Dennoch mußte Bismarck mit Österreich gemeinsam vorgehen, es aber andererseits von den deutschen Klein- und Mittelstaaten isolieren, die sich durch Friedrich von Holstein-Augustenburg einen neuen Bundesstaat Schleswig-Holstein erhofften und damit einen Machtzuwachs der kleineren Mitgliedsstaaten des Deutschen Bundes.
Schleswig aus Dänemark herauszulösen konnte unmöglich gefordert werden, da man damit ebenfalls die durch die Londoner Protokolle gegebene Rechtsgrundlage verließ und ein Eingreifen der pro-dänischen eingestellten brit. Regierung unter Premierminister Palmerston provozierte [11].

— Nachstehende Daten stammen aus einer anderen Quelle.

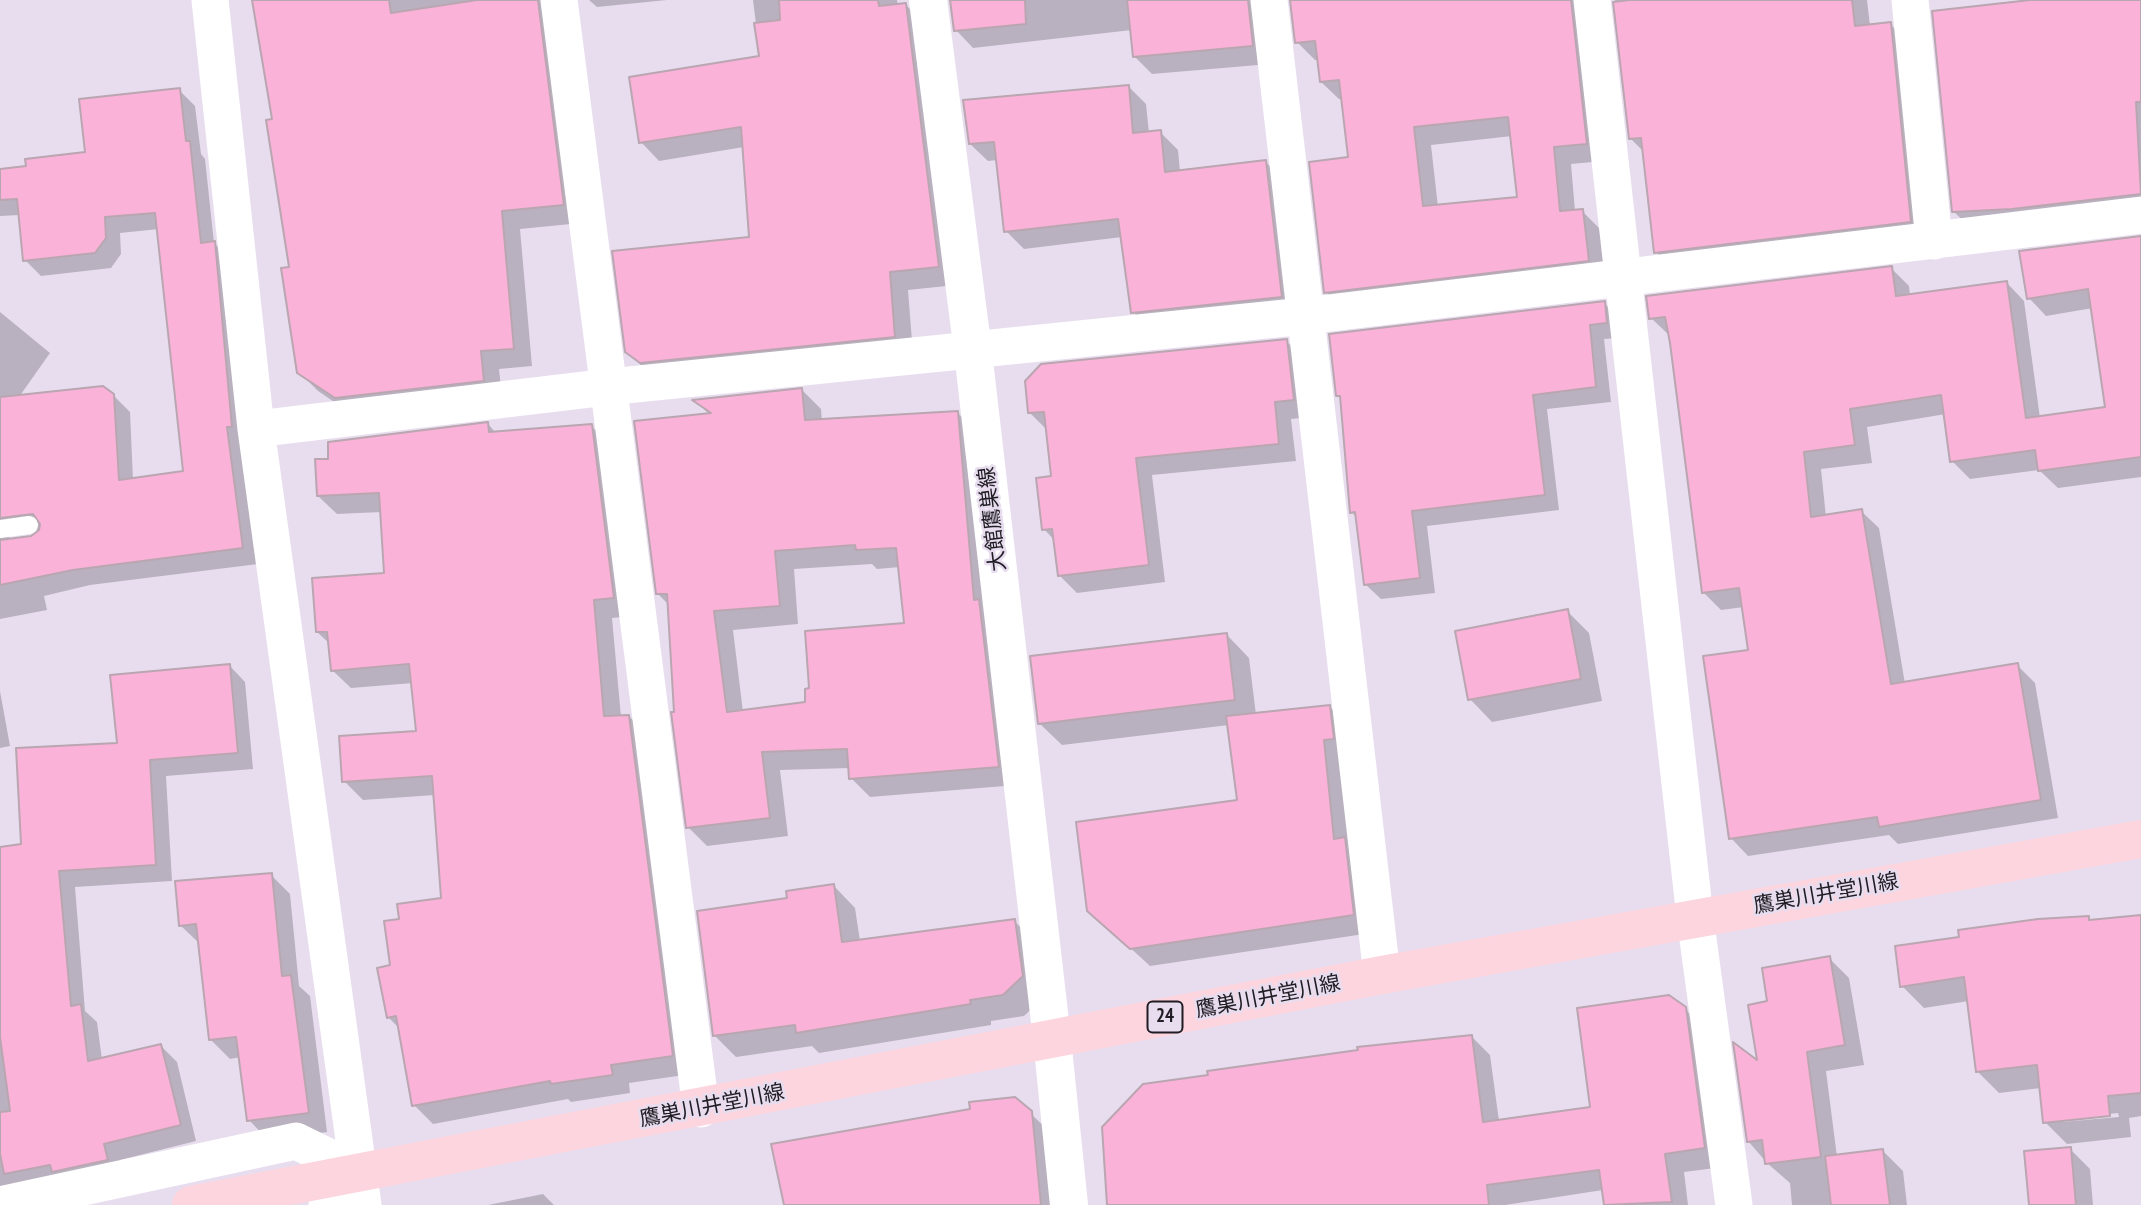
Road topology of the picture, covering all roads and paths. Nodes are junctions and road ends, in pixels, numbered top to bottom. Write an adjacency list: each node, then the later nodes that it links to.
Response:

Ein Krieg gegen Dänemark konnte also nur mit Österreichs Hilfe, unter Umgehung des Deutschen Bundes, mit dem Ziel geführt werden, Dänemark zur Respektierung der Londoner Protokolle zu zwingen.

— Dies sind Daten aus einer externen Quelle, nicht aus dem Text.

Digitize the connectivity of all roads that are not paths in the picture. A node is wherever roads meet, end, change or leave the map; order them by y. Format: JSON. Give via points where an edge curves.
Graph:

Im 31. Januar 1864 forderte der Befehlshaber der preußisch-österreichischen Verbände in einer Note an den dänischen General de Meza, sich mit seinen Einheiten aus dem Herzogtum Schleswig zurückzuziehen. De Meza lehnte ab und am 1. Febr. überschritten Österreicher und Preußen die schleswigsche Grenze. Das Herzogtum Schleswig umfaßte das Gebiet zwischen Kolding und Kiel (die schleswigsche Südgrenze verlief einige Kilometer nördlich von Kiel). Die dänische Verteidigung stützte sich auf die neu errichteten Befestigungsanlagen: Danewerk (Danevirke) südl. der Stadt Schleswig (Slesvig), Düppel (Dybbøl) westl. von Sonderburg (Sønderborg) und Fredericia [12].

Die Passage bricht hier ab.